■ **Action item**
Starting at the top line and ending at the last, restate the records exactly.
━━━ Listed records
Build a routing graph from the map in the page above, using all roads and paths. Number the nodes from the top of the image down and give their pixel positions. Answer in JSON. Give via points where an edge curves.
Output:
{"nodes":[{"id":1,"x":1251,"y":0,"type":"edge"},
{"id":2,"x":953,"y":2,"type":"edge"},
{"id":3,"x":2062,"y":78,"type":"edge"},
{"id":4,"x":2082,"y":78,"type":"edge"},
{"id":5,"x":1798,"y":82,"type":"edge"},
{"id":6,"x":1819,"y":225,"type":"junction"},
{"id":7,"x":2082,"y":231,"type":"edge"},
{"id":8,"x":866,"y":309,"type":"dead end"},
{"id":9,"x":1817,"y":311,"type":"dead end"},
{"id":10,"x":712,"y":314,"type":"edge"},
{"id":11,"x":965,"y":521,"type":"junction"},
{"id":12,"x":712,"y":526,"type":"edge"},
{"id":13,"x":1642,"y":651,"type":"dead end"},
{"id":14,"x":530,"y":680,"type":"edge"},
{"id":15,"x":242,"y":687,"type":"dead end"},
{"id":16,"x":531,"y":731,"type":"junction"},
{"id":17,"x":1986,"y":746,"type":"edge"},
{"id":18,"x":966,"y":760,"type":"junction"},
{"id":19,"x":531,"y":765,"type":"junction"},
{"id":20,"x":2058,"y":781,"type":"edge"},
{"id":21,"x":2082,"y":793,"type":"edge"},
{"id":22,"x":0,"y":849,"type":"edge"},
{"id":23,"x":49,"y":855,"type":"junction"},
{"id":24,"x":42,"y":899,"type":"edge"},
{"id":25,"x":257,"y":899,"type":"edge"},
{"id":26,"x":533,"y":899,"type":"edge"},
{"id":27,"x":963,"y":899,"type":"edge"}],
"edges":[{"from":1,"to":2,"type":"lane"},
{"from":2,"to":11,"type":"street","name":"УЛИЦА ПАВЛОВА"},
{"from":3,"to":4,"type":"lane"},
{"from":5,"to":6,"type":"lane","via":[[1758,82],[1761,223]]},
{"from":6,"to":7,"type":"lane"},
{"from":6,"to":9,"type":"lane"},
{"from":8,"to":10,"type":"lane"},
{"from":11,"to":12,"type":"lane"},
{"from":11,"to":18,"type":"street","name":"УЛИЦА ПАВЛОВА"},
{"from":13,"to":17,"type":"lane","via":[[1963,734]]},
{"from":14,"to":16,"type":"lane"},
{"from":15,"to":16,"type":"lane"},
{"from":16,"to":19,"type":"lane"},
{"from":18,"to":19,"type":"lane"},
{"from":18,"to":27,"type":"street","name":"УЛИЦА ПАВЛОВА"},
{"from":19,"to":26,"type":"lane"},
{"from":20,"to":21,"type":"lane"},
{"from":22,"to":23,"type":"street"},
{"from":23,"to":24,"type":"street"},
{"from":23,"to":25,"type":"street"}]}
━━━━━━
■ **Answer for this exercise**
Build a routing graph from the map in the page above, using all roads and paths. Number the nodes from the top of the image down and give their pixel positions. Answer in JSON. Give via points where an edge curves.
Output:
{"nodes":[{"id":1,"x":1251,"y":0,"type":"edge"},
{"id":2,"x":953,"y":2,"type":"edge"},
{"id":3,"x":2062,"y":78,"type":"edge"},
{"id":4,"x":2082,"y":78,"type":"edge"},
{"id":5,"x":1798,"y":82,"type":"edge"},
{"id":6,"x":1819,"y":225,"type":"junction"},
{"id":7,"x":2082,"y":231,"type":"edge"},
{"id":8,"x":866,"y":309,"type":"dead end"},
{"id":9,"x":1817,"y":311,"type":"dead end"},
{"id":10,"x":712,"y":314,"type":"edge"},
{"id":11,"x":965,"y":521,"type":"junction"},
{"id":12,"x":712,"y":526,"type":"edge"},
{"id":13,"x":1642,"y":651,"type":"dead end"},
{"id":14,"x":530,"y":680,"type":"edge"},
{"id":15,"x":242,"y":687,"type":"dead end"},
{"id":16,"x":531,"y":731,"type":"junction"},
{"id":17,"x":1986,"y":746,"type":"edge"},
{"id":18,"x":966,"y":760,"type":"junction"},
{"id":19,"x":531,"y":765,"type":"junction"},
{"id":20,"x":2058,"y":781,"type":"edge"},
{"id":21,"x":2082,"y":793,"type":"edge"},
{"id":22,"x":0,"y":849,"type":"edge"},
{"id":23,"x":49,"y":855,"type":"junction"},
{"id":24,"x":42,"y":899,"type":"edge"},
{"id":25,"x":257,"y":899,"type":"edge"},
{"id":26,"x":533,"y":899,"type":"edge"},
{"id":27,"x":963,"y":899,"type":"edge"}],
"edges":[{"from":1,"to":2,"type":"lane"},
{"from":2,"to":11,"type":"street","name":"УЛИЦА ПАВЛОВА"},
{"from":3,"to":4,"type":"lane"},
{"from":5,"to":6,"type":"lane","via":[[1758,82],[1761,223]]},
{"from":6,"to":7,"type":"lane"},
{"from":6,"to":9,"type":"lane"},
{"from":8,"to":10,"type":"lane"},
{"from":11,"to":12,"type":"lane"},
{"from":11,"to":18,"type":"street","name":"УЛИЦА ПАВЛОВА"},
{"from":13,"to":17,"type":"lane","via":[[1963,734]]},
{"from":14,"to":16,"type":"lane"},
{"from":15,"to":16,"type":"lane"},
{"from":16,"to":19,"type":"lane"},
{"from":18,"to":19,"type":"lane"},
{"from":18,"to":27,"type":"street","name":"УЛИЦА ПАВЛОВА"},
{"from":19,"to":26,"type":"lane"},
{"from":20,"to":21,"type":"lane"},
{"from":22,"to":23,"type":"street"},
{"from":23,"to":24,"type":"street"},
{"from":23,"to":25,"type":"street"}]}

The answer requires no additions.